- _ACTIVITY_
All lines from the one containing "I need the junctions" to the end of the data below are to be returned exactly, both ends included, with nothing added.

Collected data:
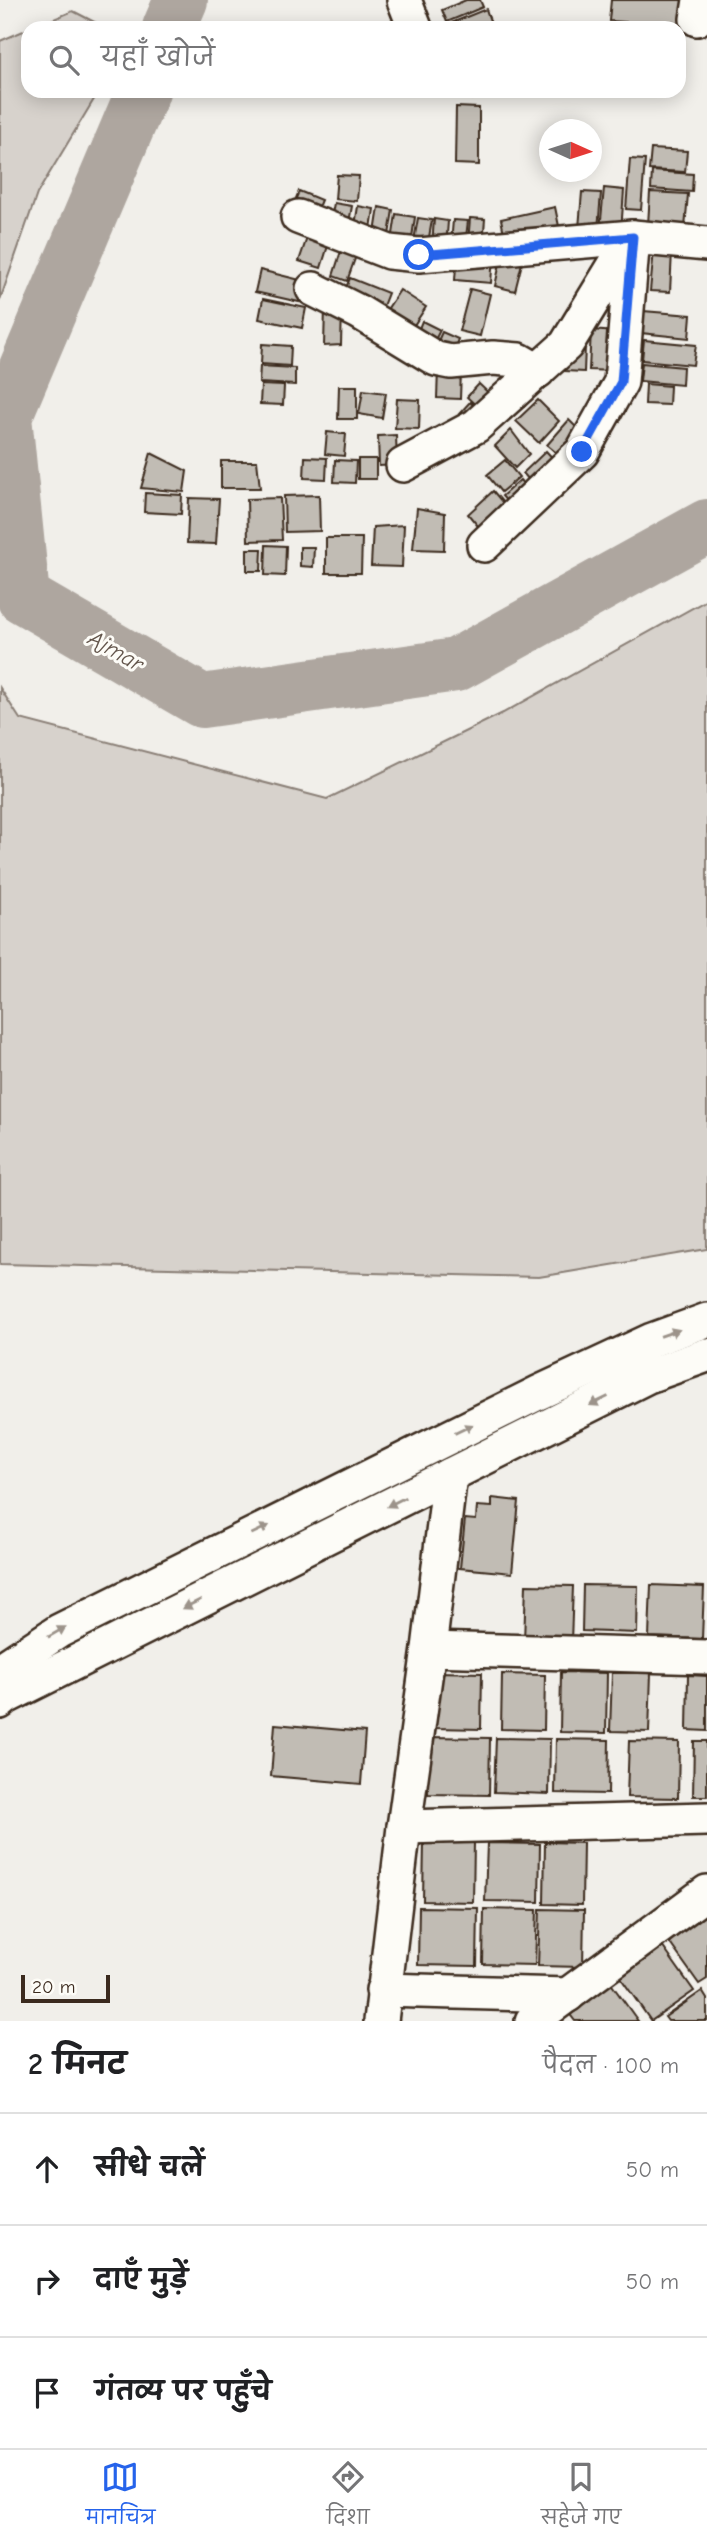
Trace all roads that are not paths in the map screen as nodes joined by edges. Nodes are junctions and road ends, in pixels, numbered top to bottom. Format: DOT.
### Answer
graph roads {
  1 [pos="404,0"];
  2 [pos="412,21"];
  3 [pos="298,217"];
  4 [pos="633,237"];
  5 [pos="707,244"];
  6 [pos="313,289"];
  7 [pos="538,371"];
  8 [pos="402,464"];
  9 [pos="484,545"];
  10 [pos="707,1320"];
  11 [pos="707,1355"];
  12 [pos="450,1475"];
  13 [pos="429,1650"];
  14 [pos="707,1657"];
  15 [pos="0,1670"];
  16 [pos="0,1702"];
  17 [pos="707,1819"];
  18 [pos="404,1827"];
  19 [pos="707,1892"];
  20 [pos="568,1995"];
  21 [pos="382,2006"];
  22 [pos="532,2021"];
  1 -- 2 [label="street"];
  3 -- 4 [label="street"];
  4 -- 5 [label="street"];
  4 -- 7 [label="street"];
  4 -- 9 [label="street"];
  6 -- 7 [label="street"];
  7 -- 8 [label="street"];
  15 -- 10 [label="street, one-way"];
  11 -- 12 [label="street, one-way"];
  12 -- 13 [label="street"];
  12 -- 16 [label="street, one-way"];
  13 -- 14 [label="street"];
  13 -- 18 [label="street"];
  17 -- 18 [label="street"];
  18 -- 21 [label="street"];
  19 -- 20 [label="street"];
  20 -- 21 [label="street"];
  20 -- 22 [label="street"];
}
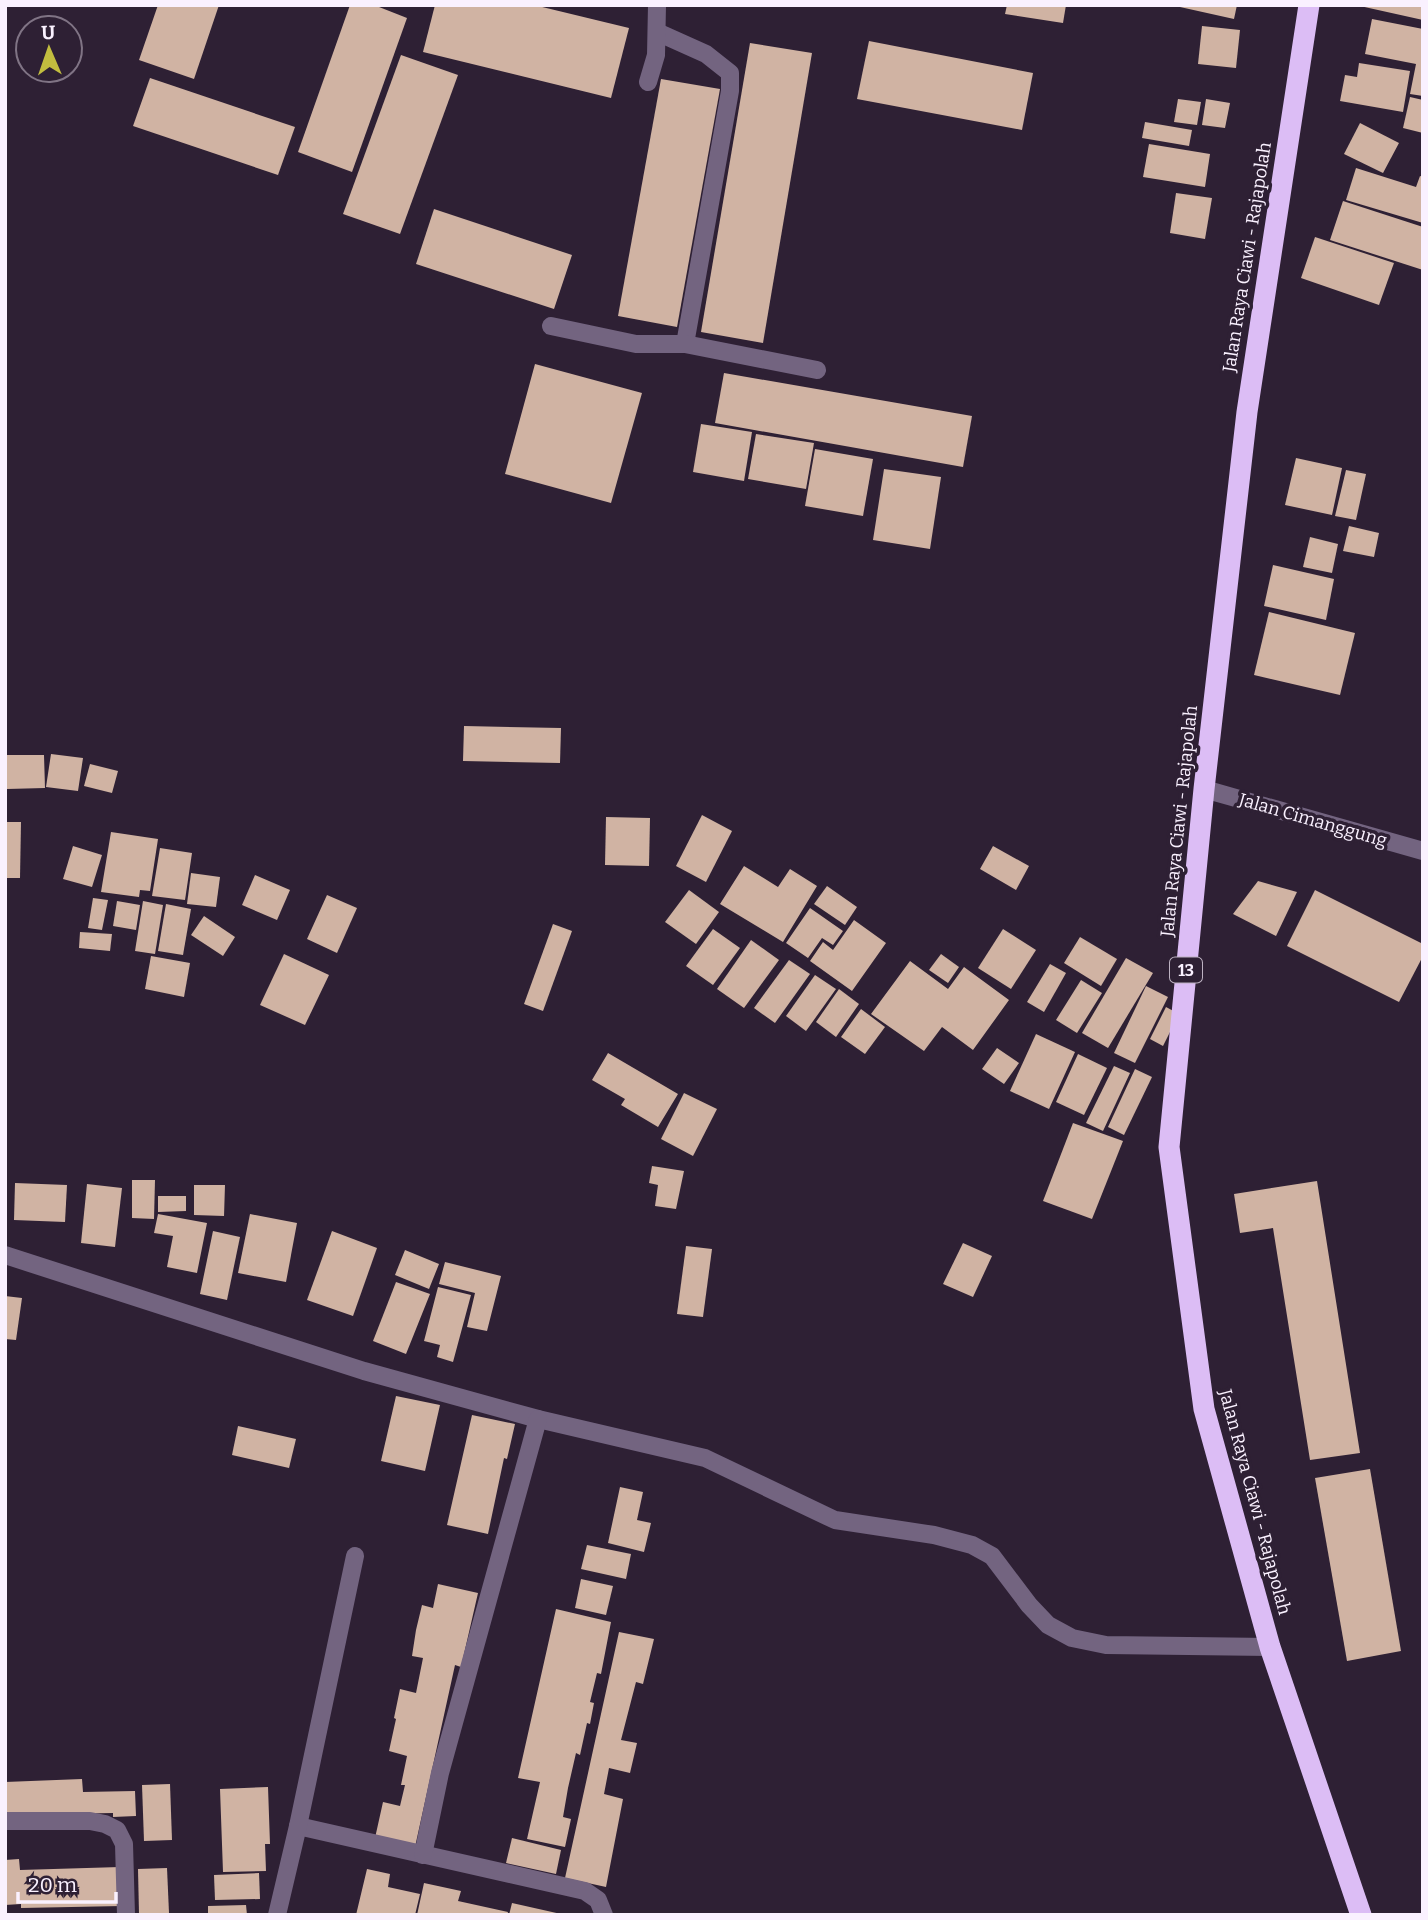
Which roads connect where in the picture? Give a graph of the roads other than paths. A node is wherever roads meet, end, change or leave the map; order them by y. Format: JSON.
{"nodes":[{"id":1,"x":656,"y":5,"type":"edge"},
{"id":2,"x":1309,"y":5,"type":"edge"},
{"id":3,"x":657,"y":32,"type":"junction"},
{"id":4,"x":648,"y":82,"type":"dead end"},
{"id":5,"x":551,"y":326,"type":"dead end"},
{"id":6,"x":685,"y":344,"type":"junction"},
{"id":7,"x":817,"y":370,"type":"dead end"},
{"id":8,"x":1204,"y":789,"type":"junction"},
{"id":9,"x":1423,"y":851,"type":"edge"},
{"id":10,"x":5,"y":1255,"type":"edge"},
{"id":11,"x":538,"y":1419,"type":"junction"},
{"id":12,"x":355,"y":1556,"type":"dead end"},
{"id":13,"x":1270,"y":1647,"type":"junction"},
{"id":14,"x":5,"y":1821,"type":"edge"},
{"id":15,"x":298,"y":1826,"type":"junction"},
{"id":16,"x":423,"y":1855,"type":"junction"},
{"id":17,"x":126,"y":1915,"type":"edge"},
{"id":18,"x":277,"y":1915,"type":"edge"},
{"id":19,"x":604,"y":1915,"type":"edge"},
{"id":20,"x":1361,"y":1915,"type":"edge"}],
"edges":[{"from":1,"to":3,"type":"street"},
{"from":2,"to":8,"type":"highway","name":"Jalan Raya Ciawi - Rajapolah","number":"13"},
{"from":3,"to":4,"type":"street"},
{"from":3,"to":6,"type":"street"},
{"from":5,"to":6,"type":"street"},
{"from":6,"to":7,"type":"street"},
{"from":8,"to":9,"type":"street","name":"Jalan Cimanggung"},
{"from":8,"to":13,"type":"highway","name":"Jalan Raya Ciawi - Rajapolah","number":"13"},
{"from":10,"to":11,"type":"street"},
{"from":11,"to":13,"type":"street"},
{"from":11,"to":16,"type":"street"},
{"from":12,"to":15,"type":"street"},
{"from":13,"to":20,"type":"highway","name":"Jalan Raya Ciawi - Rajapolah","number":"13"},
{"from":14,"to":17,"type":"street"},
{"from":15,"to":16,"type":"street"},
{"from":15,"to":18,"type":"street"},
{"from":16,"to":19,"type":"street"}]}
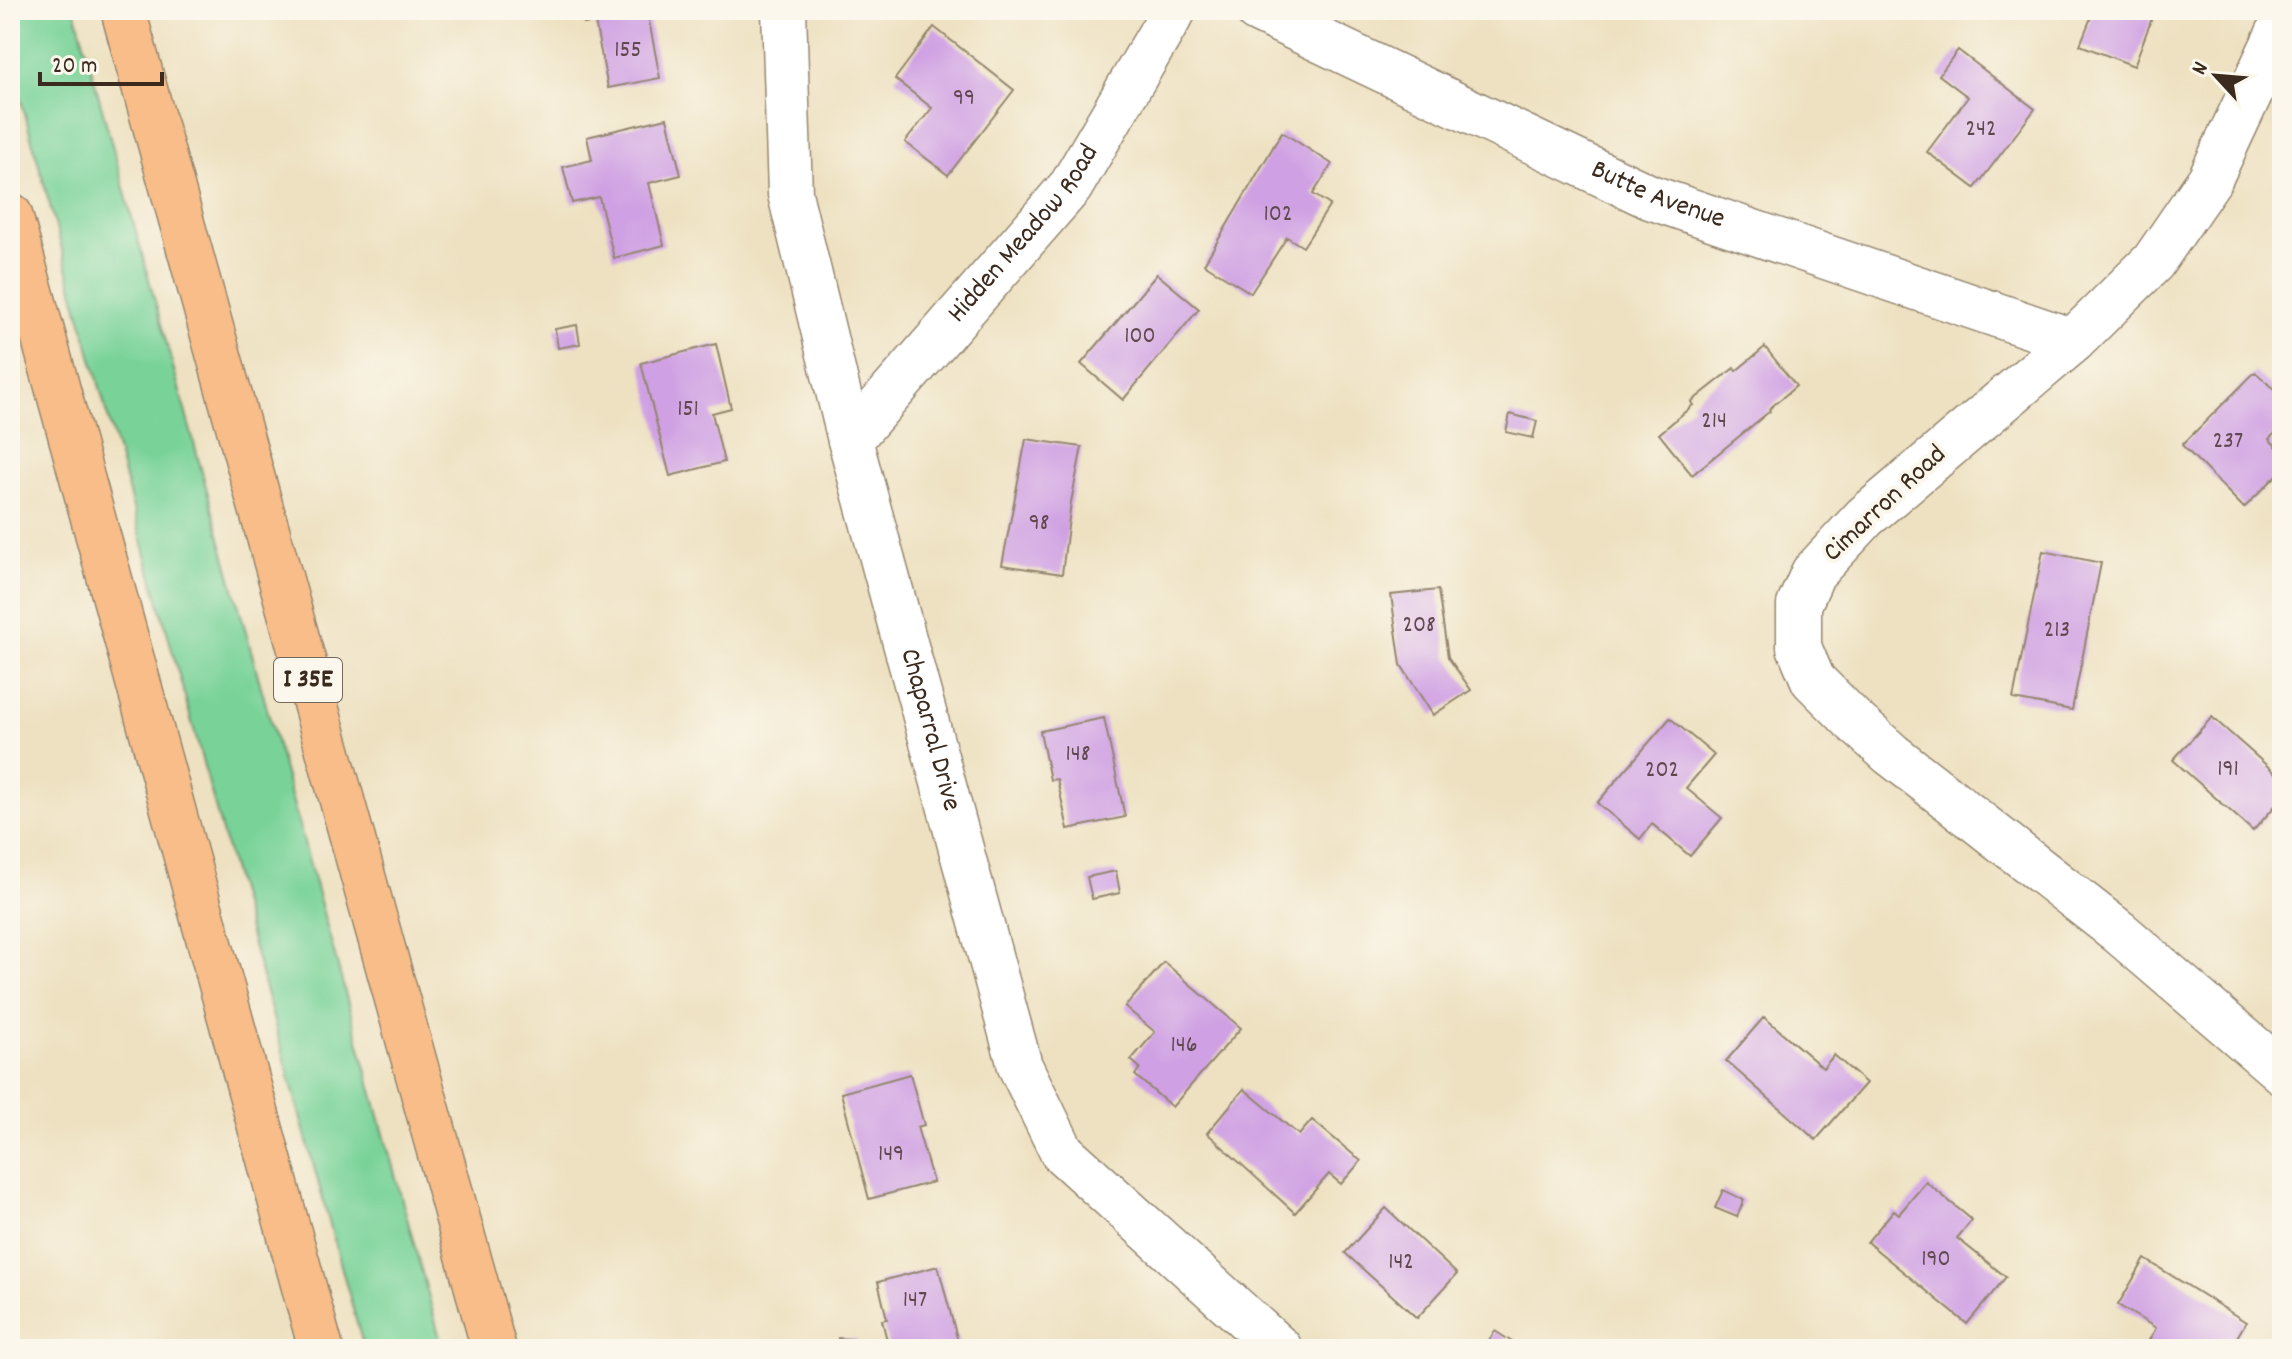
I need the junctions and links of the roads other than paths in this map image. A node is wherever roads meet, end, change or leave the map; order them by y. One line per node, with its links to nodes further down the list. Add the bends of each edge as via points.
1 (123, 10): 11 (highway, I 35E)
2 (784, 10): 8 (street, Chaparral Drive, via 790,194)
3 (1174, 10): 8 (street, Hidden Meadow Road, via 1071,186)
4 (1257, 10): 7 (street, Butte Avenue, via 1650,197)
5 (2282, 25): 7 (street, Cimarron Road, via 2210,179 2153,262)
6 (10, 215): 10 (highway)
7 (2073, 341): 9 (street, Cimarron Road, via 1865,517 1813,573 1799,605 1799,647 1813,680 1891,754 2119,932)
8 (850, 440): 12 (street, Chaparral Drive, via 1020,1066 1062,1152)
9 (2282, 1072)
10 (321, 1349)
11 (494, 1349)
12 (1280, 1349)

- _SOLVED PROBLEM_
I need the junctions and links of the roads other than paths in this map image. A node is wherever roads meet, end, change or leave the map; order them by y. One line per node, with its links to nodes further down the list. Add the bends of each edge as via points.
1 (123, 10): 11 (highway, I 35E)
2 (784, 10): 8 (street, Chaparral Drive, via 790,194)
3 (1174, 10): 8 (street, Hidden Meadow Road, via 1071,186)
4 (1257, 10): 7 (street, Butte Avenue, via 1650,197)
5 (2282, 25): 7 (street, Cimarron Road, via 2210,179 2153,262)
6 (10, 215): 10 (highway)
7 (2073, 341): 9 (street, Cimarron Road, via 1865,517 1813,573 1799,605 1799,647 1813,680 1891,754 2119,932)
8 (850, 440): 12 (street, Chaparral Drive, via 1020,1066 1062,1152)
9 (2282, 1072)
10 (321, 1349)
11 (494, 1349)
12 (1280, 1349)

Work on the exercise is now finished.